While announced deal volume continues at a tepid pace, key drivers of M&A activity are starting to emerge. With more than 90 percent of the banking companies nationwide operating with assets of less than $1 billion, it is inevitable that consolidation will be concentrated at the community bank level. Six factors that point to a pick-up in M&A activity in this space are as follows:
1. Bank equity prices are rising with an increasing valuation gap between small and large banks. Bank stocks overall have increased nearly 30 percent in 2013; however, banks with less than $1 billion in assets continue to trade at significant discounts compared to larger banks.
As the chart above indicates, the valuation gap has widened for larger banks, which enjoy a median 51 percentage point premium as of August 31, 2013. Larger banks can use this valuation advantage to present attractive deal pricing to smaller banks.
2. Very few FDIC-assisted transactions remain. Since 2008, 485 banks have failed representing nearly 7 percent of banking companies in the U.S., according to the Federal Deposit Insurance Corp. Essentially; FDIC-assisted transactions filled the void of traditional open-bank deals. With troubled bank totals dwindling and only a few significantly undercapitalized banks remaining, FDIC-assisted deals are diminishing. Acquisitive companies have moved on from this once lucrative line of business to evaluate more traditional deals.
3. Improved asset quality is leading to reduced credit marks. While merger discussions have occurred in recent years, the due diligence phase often brought deal negotiations to a screeching halt. With elevated credit marks (in some cases exceeding 10 percent), parties were unable to bridge the valuation gap. Over time, banks have made significant progress in reducing classified assets and writing down assets that more closely approximate fair value. With credit marks now modestly exceeding the target’s allowance for loan and lease losses, capital and book value can be preserved, which in turn, translates to more favorable deal pricing.
4. Several high profile deals have been announced at attractive premiums. Achieving certain benchmark pricing levels in M&A often is a catalyst for deal activity. Sellers are always looking for market information to help formulate a strategy on whether or when to sell. On the other side, buyers do not want to be perceived as overpaying, which is usually viewed in the context of pricing relative to other recent deals. Transactions like MB Financial’s acquisition of Cole Taylor Group at 1.82 times tangible book value and Cullen/Frost Bankers’ acquisition of WNB Bancshares at 2.84 times tangible book have already spurred discussion inside many boardrooms.

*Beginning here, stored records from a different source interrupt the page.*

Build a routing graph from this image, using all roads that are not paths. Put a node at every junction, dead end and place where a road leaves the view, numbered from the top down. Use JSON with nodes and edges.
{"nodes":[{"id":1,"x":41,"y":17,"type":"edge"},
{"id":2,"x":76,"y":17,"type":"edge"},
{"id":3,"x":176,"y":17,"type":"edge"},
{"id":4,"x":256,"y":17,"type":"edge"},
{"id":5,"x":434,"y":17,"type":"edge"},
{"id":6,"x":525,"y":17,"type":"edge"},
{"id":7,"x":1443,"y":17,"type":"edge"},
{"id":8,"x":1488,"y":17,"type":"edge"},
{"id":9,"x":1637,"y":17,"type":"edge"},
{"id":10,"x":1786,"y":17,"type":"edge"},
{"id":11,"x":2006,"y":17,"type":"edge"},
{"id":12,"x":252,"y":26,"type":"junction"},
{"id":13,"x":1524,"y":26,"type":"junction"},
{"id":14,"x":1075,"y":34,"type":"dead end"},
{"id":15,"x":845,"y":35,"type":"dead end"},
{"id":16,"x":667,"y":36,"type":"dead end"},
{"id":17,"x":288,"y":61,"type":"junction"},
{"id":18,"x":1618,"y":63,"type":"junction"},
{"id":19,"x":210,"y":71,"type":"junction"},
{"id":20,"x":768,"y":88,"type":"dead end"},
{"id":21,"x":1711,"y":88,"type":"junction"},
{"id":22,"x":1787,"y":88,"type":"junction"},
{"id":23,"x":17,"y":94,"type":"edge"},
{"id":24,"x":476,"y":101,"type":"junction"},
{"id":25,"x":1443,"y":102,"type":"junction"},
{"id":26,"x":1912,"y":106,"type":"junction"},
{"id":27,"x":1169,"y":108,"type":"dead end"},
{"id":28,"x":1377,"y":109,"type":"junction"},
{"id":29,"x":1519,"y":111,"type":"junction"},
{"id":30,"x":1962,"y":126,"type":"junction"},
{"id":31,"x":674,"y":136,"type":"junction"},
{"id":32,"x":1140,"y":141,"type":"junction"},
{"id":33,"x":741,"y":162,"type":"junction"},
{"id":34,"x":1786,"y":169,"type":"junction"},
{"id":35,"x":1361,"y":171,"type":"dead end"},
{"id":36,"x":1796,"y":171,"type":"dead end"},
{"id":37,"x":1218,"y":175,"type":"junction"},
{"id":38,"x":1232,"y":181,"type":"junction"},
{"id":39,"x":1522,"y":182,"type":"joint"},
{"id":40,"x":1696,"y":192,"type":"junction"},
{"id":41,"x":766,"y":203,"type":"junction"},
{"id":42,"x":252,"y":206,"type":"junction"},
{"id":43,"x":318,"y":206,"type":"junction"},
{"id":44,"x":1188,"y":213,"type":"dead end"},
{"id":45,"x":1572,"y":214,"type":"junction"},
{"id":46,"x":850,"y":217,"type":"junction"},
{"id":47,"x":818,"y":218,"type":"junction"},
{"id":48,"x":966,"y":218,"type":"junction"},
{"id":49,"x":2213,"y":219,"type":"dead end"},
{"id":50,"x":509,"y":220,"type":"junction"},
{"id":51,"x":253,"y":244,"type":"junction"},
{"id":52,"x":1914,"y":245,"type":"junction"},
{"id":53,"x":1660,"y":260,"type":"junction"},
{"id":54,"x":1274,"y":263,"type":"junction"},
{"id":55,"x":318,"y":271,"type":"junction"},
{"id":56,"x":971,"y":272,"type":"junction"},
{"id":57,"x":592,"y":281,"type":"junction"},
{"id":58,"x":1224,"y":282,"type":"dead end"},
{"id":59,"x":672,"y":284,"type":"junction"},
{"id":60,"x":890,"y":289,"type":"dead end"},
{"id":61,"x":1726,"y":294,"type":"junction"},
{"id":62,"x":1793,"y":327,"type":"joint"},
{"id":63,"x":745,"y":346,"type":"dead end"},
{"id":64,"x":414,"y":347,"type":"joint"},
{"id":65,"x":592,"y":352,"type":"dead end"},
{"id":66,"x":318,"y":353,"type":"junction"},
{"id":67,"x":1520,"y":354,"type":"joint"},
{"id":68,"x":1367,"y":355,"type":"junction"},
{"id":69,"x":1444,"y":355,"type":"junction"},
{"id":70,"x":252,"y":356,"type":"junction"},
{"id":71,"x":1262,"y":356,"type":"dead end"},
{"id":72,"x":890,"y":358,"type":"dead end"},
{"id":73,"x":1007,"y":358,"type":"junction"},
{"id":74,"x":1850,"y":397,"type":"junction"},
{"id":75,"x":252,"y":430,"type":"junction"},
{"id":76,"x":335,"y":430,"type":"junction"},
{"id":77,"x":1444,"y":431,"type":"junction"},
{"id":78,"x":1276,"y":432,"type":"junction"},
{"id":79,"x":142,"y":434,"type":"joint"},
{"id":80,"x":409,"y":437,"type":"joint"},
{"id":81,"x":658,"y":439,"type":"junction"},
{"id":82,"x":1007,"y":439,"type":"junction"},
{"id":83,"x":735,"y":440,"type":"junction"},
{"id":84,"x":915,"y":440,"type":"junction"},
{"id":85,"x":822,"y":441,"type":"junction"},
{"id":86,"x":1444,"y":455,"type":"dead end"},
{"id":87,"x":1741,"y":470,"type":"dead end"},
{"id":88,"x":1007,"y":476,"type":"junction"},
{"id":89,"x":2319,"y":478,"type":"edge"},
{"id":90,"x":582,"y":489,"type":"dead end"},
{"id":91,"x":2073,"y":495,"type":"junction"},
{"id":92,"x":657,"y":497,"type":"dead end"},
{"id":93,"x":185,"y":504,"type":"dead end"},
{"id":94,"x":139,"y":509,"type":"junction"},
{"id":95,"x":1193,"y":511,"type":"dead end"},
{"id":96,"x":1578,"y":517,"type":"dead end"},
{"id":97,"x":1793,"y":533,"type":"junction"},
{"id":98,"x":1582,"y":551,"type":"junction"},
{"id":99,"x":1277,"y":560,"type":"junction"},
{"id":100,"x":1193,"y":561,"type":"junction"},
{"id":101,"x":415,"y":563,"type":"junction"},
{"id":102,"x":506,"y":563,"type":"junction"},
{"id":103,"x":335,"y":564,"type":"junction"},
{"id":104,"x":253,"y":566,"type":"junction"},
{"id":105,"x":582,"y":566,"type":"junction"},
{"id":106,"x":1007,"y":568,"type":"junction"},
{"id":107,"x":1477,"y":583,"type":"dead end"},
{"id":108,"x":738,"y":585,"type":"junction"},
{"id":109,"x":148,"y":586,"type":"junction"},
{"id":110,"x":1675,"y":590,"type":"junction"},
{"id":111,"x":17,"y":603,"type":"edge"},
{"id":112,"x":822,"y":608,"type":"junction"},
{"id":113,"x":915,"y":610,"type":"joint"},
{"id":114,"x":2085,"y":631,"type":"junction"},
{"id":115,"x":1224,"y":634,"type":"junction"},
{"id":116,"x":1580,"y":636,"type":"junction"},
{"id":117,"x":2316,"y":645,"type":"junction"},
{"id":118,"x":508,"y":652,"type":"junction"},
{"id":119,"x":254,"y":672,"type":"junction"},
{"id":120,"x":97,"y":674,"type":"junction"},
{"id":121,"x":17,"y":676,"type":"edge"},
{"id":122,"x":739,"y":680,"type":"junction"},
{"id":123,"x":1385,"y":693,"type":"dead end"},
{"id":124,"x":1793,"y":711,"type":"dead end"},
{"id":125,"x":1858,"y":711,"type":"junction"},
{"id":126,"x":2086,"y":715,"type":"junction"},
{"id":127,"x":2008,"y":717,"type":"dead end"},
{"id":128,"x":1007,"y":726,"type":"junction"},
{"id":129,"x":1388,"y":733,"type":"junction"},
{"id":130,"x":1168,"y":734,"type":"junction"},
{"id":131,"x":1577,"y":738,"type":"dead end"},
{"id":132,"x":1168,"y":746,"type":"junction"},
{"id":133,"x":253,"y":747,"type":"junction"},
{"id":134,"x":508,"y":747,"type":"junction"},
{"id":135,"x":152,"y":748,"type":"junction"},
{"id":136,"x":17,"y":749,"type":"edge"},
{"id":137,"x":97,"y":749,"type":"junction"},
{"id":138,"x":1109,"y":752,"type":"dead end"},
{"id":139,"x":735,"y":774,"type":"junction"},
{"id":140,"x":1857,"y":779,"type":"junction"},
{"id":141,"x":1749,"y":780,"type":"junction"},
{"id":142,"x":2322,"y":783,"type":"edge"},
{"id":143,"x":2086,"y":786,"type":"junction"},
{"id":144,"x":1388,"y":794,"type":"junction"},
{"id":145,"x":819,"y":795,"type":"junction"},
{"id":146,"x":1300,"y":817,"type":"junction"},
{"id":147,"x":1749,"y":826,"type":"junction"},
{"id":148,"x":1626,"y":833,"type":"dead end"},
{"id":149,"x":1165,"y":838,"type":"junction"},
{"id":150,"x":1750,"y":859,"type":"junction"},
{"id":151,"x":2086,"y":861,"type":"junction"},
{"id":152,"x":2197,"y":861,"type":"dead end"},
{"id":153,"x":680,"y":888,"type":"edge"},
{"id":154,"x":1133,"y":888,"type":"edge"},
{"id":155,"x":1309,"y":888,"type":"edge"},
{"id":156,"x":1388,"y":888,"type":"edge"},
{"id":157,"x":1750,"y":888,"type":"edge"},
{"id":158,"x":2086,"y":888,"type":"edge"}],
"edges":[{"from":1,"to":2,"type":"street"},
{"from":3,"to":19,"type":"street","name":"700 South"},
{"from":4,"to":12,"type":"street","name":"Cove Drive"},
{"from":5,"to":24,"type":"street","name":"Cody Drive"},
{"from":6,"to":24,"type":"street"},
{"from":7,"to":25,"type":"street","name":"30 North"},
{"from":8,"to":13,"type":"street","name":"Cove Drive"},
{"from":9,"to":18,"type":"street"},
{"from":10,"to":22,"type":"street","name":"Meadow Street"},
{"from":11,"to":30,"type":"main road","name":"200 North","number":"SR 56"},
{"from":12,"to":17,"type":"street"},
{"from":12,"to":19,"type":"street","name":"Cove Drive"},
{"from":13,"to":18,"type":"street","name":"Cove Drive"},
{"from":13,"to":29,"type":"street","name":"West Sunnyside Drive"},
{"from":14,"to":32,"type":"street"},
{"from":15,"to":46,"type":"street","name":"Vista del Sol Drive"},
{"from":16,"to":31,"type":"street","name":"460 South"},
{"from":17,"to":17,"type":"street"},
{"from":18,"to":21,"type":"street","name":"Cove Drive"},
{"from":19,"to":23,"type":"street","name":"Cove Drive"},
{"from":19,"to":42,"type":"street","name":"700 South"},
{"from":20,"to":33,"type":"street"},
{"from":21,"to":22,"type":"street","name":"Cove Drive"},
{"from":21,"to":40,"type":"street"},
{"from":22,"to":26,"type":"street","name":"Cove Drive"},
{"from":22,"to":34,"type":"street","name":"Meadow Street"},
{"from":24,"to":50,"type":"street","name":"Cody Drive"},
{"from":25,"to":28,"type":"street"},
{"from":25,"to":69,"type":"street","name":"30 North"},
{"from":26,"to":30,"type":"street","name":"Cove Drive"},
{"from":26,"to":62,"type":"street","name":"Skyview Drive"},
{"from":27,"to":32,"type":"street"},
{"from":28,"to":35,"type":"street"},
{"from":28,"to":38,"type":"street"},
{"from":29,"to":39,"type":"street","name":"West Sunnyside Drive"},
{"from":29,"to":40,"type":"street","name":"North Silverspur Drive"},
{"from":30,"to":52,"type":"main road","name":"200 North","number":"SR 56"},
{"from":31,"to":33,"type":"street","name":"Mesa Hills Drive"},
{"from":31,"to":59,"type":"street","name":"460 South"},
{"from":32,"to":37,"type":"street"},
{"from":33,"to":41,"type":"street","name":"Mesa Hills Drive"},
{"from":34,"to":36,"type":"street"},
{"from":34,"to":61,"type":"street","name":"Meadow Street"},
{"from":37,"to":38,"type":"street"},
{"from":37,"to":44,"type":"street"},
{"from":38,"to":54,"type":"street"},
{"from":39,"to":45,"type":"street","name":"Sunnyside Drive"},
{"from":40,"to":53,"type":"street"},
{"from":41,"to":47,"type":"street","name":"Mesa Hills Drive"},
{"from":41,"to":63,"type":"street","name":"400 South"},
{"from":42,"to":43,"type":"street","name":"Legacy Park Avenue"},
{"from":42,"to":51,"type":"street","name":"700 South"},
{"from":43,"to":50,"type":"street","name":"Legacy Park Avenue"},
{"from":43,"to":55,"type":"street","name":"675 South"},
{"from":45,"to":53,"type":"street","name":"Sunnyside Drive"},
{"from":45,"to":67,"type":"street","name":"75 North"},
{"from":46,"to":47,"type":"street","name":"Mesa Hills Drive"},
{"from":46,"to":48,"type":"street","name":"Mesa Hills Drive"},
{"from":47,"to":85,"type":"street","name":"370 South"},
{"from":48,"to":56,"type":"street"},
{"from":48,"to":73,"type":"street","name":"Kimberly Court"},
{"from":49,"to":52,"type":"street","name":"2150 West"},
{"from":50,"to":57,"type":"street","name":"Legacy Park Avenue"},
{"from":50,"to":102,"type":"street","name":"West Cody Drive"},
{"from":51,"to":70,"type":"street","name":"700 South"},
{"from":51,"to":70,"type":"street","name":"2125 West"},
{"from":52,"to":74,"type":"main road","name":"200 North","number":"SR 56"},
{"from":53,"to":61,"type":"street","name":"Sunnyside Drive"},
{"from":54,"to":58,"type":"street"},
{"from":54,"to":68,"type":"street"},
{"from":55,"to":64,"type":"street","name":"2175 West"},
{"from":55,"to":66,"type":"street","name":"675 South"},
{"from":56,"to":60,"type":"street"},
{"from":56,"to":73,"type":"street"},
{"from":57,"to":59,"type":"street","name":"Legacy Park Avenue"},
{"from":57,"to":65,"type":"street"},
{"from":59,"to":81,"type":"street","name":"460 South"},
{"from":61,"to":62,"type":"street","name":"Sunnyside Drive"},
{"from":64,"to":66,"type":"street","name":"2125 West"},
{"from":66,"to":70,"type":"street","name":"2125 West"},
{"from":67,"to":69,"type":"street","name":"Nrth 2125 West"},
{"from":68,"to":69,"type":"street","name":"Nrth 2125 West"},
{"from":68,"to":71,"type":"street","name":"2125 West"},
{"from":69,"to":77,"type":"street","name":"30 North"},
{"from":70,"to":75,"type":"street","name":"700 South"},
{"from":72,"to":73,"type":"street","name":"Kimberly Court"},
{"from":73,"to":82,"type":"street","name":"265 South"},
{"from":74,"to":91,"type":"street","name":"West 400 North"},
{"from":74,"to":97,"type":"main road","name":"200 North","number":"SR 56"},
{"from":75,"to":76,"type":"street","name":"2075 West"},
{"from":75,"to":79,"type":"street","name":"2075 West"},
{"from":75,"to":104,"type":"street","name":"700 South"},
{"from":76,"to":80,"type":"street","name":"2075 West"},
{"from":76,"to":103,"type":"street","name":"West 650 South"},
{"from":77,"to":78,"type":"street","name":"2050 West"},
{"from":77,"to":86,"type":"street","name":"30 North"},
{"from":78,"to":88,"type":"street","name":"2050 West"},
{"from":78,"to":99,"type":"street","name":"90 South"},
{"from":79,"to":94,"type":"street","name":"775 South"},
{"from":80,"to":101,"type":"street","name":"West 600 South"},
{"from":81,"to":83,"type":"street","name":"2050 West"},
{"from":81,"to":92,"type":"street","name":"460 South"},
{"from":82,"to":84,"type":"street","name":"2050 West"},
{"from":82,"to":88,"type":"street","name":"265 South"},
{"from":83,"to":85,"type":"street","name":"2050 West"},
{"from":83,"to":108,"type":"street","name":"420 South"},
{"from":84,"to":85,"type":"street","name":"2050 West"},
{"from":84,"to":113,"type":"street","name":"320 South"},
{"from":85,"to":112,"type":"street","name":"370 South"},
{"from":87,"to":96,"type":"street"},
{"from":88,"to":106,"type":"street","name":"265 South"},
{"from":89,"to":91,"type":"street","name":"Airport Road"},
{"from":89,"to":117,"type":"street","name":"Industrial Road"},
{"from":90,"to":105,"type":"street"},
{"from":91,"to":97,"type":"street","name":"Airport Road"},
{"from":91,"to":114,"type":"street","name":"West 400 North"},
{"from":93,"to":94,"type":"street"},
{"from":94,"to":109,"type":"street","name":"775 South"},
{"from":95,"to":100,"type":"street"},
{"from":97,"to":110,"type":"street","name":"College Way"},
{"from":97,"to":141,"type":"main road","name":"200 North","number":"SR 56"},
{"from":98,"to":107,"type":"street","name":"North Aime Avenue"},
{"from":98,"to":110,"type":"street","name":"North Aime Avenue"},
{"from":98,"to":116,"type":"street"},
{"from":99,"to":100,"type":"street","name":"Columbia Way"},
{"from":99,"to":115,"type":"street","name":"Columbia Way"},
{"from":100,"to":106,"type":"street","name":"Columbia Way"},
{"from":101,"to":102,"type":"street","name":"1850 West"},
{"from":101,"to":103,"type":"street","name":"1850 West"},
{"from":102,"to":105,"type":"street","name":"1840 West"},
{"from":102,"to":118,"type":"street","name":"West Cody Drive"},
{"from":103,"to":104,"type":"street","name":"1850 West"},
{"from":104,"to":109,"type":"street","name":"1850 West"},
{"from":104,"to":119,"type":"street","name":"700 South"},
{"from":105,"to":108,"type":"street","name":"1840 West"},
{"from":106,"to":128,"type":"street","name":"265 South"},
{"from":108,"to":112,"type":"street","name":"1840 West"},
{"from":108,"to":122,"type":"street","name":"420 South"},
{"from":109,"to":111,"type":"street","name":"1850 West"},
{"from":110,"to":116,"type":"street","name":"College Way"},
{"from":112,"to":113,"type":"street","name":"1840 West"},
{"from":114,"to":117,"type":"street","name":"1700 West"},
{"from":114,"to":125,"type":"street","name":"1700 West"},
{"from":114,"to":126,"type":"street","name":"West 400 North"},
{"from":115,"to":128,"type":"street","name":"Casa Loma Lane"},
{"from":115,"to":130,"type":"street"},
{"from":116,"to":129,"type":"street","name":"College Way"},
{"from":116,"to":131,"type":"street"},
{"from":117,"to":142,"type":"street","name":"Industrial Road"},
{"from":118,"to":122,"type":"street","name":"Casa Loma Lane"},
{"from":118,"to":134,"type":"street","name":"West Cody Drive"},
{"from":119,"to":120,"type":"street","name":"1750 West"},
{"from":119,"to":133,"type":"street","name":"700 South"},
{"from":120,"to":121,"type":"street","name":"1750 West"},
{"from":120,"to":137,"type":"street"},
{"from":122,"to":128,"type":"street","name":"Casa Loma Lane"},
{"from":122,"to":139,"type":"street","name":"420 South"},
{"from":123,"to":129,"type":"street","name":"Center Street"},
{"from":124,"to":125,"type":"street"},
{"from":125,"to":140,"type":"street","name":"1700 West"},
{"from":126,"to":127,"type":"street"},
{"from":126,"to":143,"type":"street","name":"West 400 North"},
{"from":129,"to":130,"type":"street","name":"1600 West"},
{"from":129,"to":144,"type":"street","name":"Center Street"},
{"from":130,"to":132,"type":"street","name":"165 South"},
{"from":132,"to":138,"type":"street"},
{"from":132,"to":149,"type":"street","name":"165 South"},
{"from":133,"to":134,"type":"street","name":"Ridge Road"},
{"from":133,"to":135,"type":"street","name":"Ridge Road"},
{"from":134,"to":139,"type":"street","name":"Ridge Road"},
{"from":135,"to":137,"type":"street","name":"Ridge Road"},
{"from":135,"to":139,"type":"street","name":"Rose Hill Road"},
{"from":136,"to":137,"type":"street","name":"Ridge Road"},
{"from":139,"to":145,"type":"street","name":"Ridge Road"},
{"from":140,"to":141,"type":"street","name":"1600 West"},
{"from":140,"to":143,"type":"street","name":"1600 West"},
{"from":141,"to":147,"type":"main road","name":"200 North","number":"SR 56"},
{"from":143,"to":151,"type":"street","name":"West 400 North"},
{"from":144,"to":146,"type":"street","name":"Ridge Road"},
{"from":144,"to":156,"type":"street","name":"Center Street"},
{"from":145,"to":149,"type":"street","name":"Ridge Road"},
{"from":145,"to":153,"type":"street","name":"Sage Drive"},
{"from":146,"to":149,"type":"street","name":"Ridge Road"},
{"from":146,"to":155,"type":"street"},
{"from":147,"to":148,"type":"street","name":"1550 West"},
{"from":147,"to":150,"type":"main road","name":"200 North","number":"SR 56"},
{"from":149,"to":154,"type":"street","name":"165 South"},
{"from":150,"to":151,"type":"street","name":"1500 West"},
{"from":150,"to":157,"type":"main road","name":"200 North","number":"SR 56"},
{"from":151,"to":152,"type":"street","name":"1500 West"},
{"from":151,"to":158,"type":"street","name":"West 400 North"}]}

5. Economies of scale in the banking industry have never been more crucial. The need and desire to grow exists at virtually every institution. As the chart below indicates, efficiency ratios have remained consistently lower at larger banks.
Whether driven by regulatory costs, technology, marketing, pricing power, expanded lines of business/other revenue sources, larger banks appear to have clear performance advantages. This increasingly important trend will spur institutions to grow via acquisitions in order to spread certain fixed costs over a larger asset base and thereby improve operating efficiencies.
6. Mergers among community banks. None of the preceding points are intended to suggest that banks under $1 billion will not participate as buyers of other community banks. In fact, since 2010, banks of less than $1 billion in assets have announced or completed 280 acquisitions, comprising more than 41 percent of the deal activity during that period. A recent example of this type of deal involved Croghan Bancshares, which has $630 million in assets and is headquartered in Fremont, Ohio. Croghan is buying Indebancorp, which has$230 million in assets and is headquartered in Oak Harbor, Ohio. After considering other alternatives, Indebancorp chose Croghan, a larger community bank, as a partner. The deal was structured with 70 percent of the consideration in Croghan stock and priced at 134 percent of Indebancorp’s tangible book value. The deal value per share was 28 percent higher than Indebancorp’s stock trading price and cash dividends to Indebancorp shareholders will increase by almost 200 percent. On a pro forma basis, Indebancorp shareholders will own approximately 26 percent of Croghan’s shares following the deal.
Making M&A predictions is always challenging, but here at Austin Associates, we believe many community banks will make the decision to sell within the next few years. When M&A returns to full capacity, expect at least 300 transactions per year, or 20 percent consolidation of the industry within five years. Pricing will continue to increase, but do not expect to see pre-crisis multiples any time soon. Moreover, pricing will be highly dependent on the target’s unique profile (size and performance), as well as local and regional market factors.